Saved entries
════════════════
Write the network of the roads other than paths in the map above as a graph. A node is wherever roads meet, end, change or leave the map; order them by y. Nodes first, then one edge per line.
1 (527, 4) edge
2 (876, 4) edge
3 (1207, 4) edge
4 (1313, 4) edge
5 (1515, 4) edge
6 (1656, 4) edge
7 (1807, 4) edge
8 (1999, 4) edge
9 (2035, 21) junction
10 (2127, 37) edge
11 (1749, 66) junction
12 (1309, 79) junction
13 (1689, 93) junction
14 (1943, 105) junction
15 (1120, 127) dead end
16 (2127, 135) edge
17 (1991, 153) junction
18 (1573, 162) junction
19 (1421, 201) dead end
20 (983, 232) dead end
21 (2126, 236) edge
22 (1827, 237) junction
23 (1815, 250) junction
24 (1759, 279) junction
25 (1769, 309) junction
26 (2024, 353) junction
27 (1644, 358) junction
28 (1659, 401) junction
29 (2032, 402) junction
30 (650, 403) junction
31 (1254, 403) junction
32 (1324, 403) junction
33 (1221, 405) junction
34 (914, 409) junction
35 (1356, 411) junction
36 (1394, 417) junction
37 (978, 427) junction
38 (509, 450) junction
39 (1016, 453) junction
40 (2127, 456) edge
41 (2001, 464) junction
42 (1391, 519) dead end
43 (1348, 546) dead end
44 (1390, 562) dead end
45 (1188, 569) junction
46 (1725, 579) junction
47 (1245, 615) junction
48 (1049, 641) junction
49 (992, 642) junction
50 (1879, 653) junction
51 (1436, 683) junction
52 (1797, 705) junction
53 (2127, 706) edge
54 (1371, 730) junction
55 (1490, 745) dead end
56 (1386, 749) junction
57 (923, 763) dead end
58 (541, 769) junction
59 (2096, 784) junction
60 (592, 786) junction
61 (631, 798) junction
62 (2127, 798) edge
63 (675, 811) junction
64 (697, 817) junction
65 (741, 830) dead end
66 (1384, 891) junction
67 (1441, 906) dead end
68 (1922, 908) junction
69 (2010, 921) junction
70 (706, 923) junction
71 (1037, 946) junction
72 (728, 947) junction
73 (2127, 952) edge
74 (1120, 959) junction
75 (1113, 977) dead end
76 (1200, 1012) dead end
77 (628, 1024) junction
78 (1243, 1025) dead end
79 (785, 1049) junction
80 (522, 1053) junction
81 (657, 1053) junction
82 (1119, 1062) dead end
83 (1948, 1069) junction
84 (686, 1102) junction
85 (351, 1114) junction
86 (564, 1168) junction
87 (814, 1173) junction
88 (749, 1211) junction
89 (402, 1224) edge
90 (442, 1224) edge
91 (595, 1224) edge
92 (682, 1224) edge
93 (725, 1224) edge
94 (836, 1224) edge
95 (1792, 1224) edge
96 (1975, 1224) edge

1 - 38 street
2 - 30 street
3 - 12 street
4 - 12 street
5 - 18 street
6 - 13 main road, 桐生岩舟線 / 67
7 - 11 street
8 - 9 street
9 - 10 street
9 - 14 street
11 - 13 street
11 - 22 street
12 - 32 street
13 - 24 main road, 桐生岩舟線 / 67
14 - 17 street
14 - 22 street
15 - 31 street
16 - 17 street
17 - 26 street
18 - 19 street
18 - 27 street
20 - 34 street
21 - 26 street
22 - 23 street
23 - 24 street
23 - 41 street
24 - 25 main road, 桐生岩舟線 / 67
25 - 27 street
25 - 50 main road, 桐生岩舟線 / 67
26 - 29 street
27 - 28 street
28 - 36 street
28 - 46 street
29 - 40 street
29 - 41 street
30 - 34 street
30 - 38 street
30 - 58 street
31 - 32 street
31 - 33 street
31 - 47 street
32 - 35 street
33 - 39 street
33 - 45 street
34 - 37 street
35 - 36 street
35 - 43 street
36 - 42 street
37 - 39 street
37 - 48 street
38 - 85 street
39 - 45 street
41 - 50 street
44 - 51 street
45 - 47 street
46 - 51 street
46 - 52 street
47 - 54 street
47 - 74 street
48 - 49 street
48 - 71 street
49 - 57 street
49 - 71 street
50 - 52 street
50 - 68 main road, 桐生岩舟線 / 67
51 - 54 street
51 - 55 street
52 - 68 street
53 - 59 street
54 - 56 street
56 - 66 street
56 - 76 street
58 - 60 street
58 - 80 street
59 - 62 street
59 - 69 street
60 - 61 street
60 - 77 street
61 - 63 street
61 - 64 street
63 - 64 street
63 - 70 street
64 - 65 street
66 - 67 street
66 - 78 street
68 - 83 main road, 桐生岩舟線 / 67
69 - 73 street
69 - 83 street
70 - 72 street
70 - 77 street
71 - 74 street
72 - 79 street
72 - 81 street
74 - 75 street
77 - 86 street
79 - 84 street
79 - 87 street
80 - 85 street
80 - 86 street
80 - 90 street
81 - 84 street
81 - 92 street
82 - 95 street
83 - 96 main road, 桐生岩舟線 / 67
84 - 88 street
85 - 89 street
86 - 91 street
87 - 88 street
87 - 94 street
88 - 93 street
════════════════
Work instruction — Each entry needs to be written out again, exactly as given.

Answer space —
Write the network of the roads other than paths in the map above as a graph. A node is wherever roads meet, end, change or leave the map; order them by y. Nodes first, then one edge per line.
1 (527, 4) edge
2 (876, 4) edge
3 (1207, 4) edge
4 (1313, 4) edge
5 (1515, 4) edge
6 (1656, 4) edge
7 (1807, 4) edge
8 (1999, 4) edge
9 (2035, 21) junction
10 (2127, 37) edge
11 (1749, 66) junction
12 (1309, 79) junction
13 (1689, 93) junction
14 (1943, 105) junction
15 (1120, 127) dead end
16 (2127, 135) edge
17 (1991, 153) junction
18 (1573, 162) junction
19 (1421, 201) dead end
20 (983, 232) dead end
21 (2126, 236) edge
22 (1827, 237) junction
23 (1815, 250) junction
24 (1759, 279) junction
25 (1769, 309) junction
26 (2024, 353) junction
27 (1644, 358) junction
28 (1659, 401) junction
29 (2032, 402) junction
30 (650, 403) junction
31 (1254, 403) junction
32 (1324, 403) junction
33 (1221, 405) junction
34 (914, 409) junction
35 (1356, 411) junction
36 (1394, 417) junction
37 (978, 427) junction
38 (509, 450) junction
39 (1016, 453) junction
40 (2127, 456) edge
41 (2001, 464) junction
42 (1391, 519) dead end
43 (1348, 546) dead end
44 (1390, 562) dead end
45 (1188, 569) junction
46 (1725, 579) junction
47 (1245, 615) junction
48 (1049, 641) junction
49 (992, 642) junction
50 (1879, 653) junction
51 (1436, 683) junction
52 (1797, 705) junction
53 (2127, 706) edge
54 (1371, 730) junction
55 (1490, 745) dead end
56 (1386, 749) junction
57 (923, 763) dead end
58 (541, 769) junction
59 (2096, 784) junction
60 (592, 786) junction
61 (631, 798) junction
62 (2127, 798) edge
63 (675, 811) junction
64 (697, 817) junction
65 (741, 830) dead end
66 (1384, 891) junction
67 (1441, 906) dead end
68 (1922, 908) junction
69 (2010, 921) junction
70 (706, 923) junction
71 (1037, 946) junction
72 (728, 947) junction
73 (2127, 952) edge
74 (1120, 959) junction
75 (1113, 977) dead end
76 (1200, 1012) dead end
77 (628, 1024) junction
78 (1243, 1025) dead end
79 (785, 1049) junction
80 (522, 1053) junction
81 (657, 1053) junction
82 (1119, 1062) dead end
83 (1948, 1069) junction
84 (686, 1102) junction
85 (351, 1114) junction
86 (564, 1168) junction
87 (814, 1173) junction
88 (749, 1211) junction
89 (402, 1224) edge
90 (442, 1224) edge
91 (595, 1224) edge
92 (682, 1224) edge
93 (725, 1224) edge
94 (836, 1224) edge
95 (1792, 1224) edge
96 (1975, 1224) edge

1 - 38 street
2 - 30 street
3 - 12 street
4 - 12 street
5 - 18 street
6 - 13 main road, 桐生岩舟線 / 67
7 - 11 street
8 - 9 street
9 - 10 street
9 - 14 street
11 - 13 street
11 - 22 street
12 - 32 street
13 - 24 main road, 桐生岩舟線 / 67
14 - 17 street
14 - 22 street
15 - 31 street
16 - 17 street
17 - 26 street
18 - 19 street
18 - 27 street
20 - 34 street
21 - 26 street
22 - 23 street
23 - 24 street
23 - 41 street
24 - 25 main road, 桐生岩舟線 / 67
25 - 27 street
25 - 50 main road, 桐生岩舟線 / 67
26 - 29 street
27 - 28 street
28 - 36 street
28 - 46 street
29 - 40 street
29 - 41 street
30 - 34 street
30 - 38 street
30 - 58 street
31 - 32 street
31 - 33 street
31 - 47 street
32 - 35 street
33 - 39 street
33 - 45 street
34 - 37 street
35 - 36 street
35 - 43 street
36 - 42 street
37 - 39 street
37 - 48 street
38 - 85 street
39 - 45 street
41 - 50 street
44 - 51 street
45 - 47 street
46 - 51 street
46 - 52 street
47 - 54 street
47 - 74 street
48 - 49 street
48 - 71 street
49 - 57 street
49 - 71 street
50 - 52 street
50 - 68 main road, 桐生岩舟線 / 67
51 - 54 street
51 - 55 street
52 - 68 street
53 - 59 street
54 - 56 street
56 - 66 street
56 - 76 street
58 - 60 street
58 - 80 street
59 - 62 street
59 - 69 street
60 - 61 street
60 - 77 street
61 - 63 street
61 - 64 street
63 - 64 street
63 - 70 street
64 - 65 street
66 - 67 street
66 - 78 street
68 - 83 main road, 桐生岩舟線 / 67
69 - 73 street
69 - 83 street
70 - 72 street
70 - 77 street
71 - 74 street
72 - 79 street
72 - 81 street
74 - 75 street
77 - 86 street
79 - 84 street
79 - 87 street
80 - 85 street
80 - 86 street
80 - 90 street
81 - 84 street
81 - 92 street
82 - 95 street
83 - 96 main road, 桐生岩舟線 / 67
84 - 88 street
85 - 89 street
86 - 91 street
87 - 88 street
87 - 94 street
88 - 93 street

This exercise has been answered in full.